The unrest in India this week should serve as a potent reminder of the tendency of unnecessary and outdated subsidies to become entrenched in a society, as rent-seekers become increasingly accustomed to insulation from normal market forces, leaving others to pick up the bill.
Strikes, demonstrations, and fires disrupted daily life across the country as tens of thousands took to the streets to protest a decision by the Indian government to reduce costly fuel subsidies that had begun to seriously burden the energy-hungry nation’s budget. For years, the country had fixed below-market prices for fuel, mandating that all of its state-owned retailers sell gasoline, kerosene, and gas used for cooking at a discount. The recent decision permits the sale of gasoline at market prices, and, though the state has retained price controls for kerosene, cooking gas, and diesel, these subsidies will decrease.
The price of gasoline is expected to rise by less than eight percent, while kerosene, cooking gas, and diesel will rise by eleven, thirty-three, and five percent, respectively. The Financial Times reports that India spends £10.7 billion annually on subsidies for these products, a burden that the market-oriented reforms will reduce by more than £2.8 billion. These savings are not unimportant for the government, which has increased spending and borrowing to record amounts in recent years, and is trying to reduce its budget deficit of 6.6% of GDP.
Unions and members of the political opposition have attacked the decision as a cruel measure that will harm India’s poorest, as the subsidies have long been defended as necessary to provide access to vital fuels. Yet the reality of the subsidies’ effects could not be very different. The poor in India do not use considerable amounts of fuel, which is instead consumed by wealthier Indians who have been able to purchase appliances and automobiles as the country has grown. Whenever the market price or consumption of fuel increases, as both are likely to continue to do given the scale of economic growth in the region, the Indian government must divert more of its budget away from more critical activities to sustain fuel subsidies that primarily benefit the middle and upper classes.
Furthermore, the economic rent seeking behaviour that is incentivised by the current system encourages government corruption and the concordant diversion of subsidised petroleum, ensuring that much of it does not reach the poor. According to Dr. Bhamy Shenoy, an economist at the International Institute for Sustainable Development, only sixty percent of subsidised kerosene in India reaches its intended recipients.

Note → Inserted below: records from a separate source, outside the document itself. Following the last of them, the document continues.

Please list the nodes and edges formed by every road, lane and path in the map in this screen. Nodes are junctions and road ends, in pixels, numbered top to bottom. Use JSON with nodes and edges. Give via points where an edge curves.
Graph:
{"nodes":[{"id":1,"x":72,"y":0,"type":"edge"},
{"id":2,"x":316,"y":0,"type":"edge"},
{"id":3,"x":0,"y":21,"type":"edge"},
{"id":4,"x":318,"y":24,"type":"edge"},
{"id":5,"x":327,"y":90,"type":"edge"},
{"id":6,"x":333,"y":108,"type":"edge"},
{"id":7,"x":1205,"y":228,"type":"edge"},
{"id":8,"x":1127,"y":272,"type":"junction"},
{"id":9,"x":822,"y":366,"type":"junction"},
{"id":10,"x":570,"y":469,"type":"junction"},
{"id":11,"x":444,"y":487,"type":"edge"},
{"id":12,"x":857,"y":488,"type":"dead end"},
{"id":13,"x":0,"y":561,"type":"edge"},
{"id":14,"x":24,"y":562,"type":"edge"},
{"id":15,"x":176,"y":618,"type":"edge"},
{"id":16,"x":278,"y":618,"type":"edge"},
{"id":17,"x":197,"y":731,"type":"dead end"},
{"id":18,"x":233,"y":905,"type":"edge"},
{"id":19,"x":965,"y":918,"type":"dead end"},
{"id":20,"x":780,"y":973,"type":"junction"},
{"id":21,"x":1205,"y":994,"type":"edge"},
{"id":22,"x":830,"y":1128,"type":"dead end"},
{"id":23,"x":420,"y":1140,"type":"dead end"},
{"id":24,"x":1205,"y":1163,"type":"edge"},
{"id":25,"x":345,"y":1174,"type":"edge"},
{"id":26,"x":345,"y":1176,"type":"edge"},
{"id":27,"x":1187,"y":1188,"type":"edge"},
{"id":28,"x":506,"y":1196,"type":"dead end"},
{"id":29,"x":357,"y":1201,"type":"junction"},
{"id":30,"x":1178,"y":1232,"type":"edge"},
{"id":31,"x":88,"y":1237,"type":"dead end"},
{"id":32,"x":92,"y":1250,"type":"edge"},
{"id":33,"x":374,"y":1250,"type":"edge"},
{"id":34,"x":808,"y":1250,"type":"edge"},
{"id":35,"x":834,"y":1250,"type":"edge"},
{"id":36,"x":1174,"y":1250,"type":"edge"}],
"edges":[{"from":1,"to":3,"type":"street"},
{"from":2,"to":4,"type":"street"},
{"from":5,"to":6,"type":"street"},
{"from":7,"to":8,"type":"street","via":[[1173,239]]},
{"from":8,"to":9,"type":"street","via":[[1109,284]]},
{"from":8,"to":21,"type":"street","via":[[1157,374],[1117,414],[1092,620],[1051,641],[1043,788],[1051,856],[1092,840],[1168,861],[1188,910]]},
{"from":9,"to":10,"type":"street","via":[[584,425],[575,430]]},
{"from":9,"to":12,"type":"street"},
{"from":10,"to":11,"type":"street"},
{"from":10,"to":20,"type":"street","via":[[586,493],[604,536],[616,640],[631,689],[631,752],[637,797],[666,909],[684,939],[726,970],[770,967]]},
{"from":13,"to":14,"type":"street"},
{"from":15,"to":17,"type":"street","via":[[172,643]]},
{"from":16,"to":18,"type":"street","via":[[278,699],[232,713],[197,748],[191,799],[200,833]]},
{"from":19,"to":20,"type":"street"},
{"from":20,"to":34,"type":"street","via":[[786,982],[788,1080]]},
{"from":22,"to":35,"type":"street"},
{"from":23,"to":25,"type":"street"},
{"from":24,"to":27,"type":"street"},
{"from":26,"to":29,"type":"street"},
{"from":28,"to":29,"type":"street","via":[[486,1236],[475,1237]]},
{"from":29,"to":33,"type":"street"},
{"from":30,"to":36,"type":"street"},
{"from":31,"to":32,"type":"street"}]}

The Indian government has more to do in the way of eliminating price-distorting subsidies and trade barriers, but its apparent willingness to resist opposition pressure in response to its most recent decision is an encouraging sign of the country’s slow march toward a more open market. The intensity of the opposition to the price hike is suggestive of the oft-observed difficulty of ending subsidies once those who benefit become accustomed to their free ride. As Dr. Shenoy writes: “Once the subsidy genie is out of the bottle, putting it back in is a difficult task indeed.”